20. Revise § 778.320 to read as follows:

Hours that would not be hours worked if not paid for.

In some cases an agreement or established practice provides for compensation for hours spent in certain types of activities which would not be regarded as working time under the Act if no compensation were provided. Preliminary and postliminary activities and time spent in eating meals between working hours fall in this category. Compensation for such hours does not convert them into hours worked unless it appears from all the pertinent facts that the parties have treated such time as hours worked. Except for certain activity governed by the Portal-to-Portal Act (see paragraph (b) of this section), the agreement or established practice of the parties will be respected, if reasonable.

(a) Time treated as hours worked. Where the parties have reasonably agreed to include as hours worked time devoted to activities of the type described above, payments for such hours will not have the mathematical effect of increasing or decreasing the regular rate of an employee if the hours are compensated at the same rate as other working hours. The requirements of section 7(a) of the Act will be considered to be met where overtime compensation at one and one-half times such rate is paid for the hours so compensated in the workweek which are in excess of the statutory maximum.

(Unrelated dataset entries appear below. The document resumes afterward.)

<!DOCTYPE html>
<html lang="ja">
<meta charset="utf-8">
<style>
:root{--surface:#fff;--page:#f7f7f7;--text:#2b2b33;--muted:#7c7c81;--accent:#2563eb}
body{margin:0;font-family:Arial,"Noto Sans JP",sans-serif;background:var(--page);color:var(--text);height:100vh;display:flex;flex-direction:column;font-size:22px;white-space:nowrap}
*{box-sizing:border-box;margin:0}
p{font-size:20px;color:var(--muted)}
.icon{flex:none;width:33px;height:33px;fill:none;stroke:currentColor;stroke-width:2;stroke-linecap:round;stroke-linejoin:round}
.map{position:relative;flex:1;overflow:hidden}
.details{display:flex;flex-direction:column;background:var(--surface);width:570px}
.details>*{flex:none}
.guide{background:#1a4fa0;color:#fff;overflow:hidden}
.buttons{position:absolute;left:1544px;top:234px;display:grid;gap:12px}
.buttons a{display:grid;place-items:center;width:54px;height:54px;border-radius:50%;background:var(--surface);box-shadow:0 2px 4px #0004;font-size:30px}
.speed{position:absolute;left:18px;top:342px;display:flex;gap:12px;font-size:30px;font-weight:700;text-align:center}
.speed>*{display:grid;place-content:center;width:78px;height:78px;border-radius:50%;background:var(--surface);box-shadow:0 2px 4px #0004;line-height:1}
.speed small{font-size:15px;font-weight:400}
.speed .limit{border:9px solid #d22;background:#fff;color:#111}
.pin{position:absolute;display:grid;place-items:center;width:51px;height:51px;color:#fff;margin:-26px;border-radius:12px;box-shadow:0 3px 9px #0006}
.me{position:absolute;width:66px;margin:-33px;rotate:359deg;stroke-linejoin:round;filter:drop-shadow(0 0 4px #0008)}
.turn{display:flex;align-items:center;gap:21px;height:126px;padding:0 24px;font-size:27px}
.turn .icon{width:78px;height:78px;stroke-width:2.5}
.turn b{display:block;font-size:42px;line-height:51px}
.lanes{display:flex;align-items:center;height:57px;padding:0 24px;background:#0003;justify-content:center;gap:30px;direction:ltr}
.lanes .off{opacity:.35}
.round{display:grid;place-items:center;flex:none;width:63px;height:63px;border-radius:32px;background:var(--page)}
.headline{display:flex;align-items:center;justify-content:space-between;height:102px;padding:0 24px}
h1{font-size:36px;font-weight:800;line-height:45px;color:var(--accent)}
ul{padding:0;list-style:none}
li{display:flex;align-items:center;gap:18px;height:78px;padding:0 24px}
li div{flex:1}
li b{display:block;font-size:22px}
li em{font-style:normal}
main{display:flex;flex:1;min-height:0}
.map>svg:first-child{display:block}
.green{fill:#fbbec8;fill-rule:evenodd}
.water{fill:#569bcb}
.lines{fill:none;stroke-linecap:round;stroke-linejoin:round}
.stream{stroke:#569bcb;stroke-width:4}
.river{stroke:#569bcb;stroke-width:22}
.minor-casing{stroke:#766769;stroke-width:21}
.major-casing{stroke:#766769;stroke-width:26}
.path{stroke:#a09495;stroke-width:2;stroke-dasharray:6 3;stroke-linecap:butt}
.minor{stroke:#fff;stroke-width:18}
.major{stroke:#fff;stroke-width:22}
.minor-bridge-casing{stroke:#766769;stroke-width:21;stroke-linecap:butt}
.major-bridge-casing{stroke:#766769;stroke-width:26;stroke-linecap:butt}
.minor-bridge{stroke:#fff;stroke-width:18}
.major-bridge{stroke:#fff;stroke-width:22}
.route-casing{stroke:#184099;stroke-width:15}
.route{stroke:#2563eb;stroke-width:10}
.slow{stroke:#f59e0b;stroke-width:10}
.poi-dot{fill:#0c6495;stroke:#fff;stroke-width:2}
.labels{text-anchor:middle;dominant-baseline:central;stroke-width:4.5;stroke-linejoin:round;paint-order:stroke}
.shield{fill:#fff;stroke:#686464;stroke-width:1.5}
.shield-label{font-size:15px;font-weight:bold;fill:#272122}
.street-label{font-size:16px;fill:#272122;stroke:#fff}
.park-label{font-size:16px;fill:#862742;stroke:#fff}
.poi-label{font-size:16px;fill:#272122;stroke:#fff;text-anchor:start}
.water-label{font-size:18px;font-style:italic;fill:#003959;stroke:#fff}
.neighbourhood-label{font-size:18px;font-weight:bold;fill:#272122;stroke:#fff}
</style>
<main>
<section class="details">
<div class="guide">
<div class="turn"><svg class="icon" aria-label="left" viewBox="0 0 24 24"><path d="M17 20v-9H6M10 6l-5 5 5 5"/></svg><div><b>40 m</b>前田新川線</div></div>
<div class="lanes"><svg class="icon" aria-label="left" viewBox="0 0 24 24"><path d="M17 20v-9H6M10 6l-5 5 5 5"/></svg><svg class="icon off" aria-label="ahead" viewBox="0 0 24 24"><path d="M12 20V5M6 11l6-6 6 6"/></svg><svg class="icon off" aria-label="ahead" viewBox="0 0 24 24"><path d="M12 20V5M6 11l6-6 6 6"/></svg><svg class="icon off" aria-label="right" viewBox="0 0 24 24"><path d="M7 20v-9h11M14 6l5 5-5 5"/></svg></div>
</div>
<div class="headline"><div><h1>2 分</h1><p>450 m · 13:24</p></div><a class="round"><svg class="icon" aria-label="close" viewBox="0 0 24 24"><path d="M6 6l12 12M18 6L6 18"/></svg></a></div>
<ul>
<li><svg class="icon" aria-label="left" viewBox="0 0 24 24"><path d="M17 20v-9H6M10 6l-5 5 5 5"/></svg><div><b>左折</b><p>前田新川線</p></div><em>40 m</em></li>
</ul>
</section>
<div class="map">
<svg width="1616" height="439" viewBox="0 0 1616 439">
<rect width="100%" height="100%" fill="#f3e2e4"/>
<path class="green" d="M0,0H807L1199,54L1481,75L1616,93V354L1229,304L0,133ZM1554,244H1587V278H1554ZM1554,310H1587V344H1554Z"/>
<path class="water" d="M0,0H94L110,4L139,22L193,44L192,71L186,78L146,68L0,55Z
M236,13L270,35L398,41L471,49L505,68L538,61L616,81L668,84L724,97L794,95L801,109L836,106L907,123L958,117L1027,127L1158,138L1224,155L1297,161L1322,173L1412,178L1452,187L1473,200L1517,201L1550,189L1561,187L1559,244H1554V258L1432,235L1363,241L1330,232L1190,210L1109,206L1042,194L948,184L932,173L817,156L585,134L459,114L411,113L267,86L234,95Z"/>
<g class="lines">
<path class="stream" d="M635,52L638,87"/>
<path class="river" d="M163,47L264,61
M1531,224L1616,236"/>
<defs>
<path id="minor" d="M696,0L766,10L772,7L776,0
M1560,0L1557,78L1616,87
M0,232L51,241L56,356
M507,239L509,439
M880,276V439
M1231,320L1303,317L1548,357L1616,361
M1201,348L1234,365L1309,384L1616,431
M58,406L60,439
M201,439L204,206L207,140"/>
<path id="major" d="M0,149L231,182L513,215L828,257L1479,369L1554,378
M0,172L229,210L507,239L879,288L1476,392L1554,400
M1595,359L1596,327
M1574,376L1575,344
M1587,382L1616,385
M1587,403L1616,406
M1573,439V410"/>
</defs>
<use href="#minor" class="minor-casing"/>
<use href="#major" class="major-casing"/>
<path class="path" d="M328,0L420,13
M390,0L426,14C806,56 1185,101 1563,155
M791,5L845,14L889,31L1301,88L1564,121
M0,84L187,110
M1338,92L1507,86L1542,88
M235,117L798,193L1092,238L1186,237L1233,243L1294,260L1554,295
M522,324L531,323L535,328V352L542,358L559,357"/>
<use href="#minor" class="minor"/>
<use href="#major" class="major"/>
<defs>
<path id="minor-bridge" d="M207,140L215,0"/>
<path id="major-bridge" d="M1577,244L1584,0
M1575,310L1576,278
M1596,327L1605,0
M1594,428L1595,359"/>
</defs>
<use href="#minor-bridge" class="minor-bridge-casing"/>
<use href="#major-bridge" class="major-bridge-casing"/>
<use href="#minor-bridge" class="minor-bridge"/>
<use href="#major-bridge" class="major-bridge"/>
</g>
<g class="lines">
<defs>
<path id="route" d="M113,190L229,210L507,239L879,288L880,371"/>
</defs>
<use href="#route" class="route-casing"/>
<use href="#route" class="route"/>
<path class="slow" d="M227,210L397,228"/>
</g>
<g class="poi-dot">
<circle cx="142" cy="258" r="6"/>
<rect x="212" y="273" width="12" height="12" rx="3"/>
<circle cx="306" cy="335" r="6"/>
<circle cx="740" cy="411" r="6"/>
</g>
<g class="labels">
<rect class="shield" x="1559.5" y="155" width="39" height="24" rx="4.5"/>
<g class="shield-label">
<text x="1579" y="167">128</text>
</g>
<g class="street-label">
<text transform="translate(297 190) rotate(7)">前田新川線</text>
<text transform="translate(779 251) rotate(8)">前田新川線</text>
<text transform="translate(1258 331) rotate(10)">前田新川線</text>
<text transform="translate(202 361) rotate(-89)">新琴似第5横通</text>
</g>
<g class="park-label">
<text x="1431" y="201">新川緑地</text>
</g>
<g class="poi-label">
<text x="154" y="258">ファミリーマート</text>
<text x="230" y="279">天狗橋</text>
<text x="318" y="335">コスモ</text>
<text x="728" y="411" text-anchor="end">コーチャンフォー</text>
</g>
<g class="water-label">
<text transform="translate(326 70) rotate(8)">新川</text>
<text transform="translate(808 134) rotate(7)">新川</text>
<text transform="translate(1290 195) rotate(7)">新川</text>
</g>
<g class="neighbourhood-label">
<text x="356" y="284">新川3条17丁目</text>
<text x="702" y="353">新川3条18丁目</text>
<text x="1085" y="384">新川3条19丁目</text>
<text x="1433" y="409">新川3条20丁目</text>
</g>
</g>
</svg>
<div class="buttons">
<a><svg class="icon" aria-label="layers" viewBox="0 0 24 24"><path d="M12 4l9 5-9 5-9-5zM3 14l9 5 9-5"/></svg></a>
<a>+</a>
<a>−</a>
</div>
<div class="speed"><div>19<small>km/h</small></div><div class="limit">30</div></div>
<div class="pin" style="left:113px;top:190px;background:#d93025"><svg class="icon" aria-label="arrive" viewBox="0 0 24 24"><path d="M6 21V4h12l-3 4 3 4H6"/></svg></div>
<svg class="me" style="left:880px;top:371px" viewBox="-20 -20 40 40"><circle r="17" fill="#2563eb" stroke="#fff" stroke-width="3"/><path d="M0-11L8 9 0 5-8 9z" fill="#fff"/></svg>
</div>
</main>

(b) Time not treated as hours worked. Under the principles set forth in § 778.319, where the payments are made for time spent in an activity which, if compensable under contract, custom, or practice, is required to be counted as hours worked under the Act by virtue of Section 4 of the Portal-to-Portal Act of 1947 (see parts 785 and 790 of this chapter), no agreement by the parties to exclude such compensable time from hours worked would be valid. On the other hand, in the case of time spent in an activity which would not be hours worked under the Act if not compensated and would not become hours worked under the Portal-to-Portal Act even if made compensable by contract, custom, or practice, such time will not be counted as hours worked unless agreement or established practice indicates that the parties have treated the time as hours worked. Such time includes bona fide meal periods, see § 785.19. Unless it appears from all the pertinent facts that the parties have treated such activities as hours worked, payments for such time will be regarded as qualifying for exclusion from the regular rate under the provisions of section 7(e)(2), as explained in §§ 778.216 to 778.224. The payments for such hours cannot, of course, qualify as overtime premiums creditable toward overtime compensation under section 7(h) of the Act.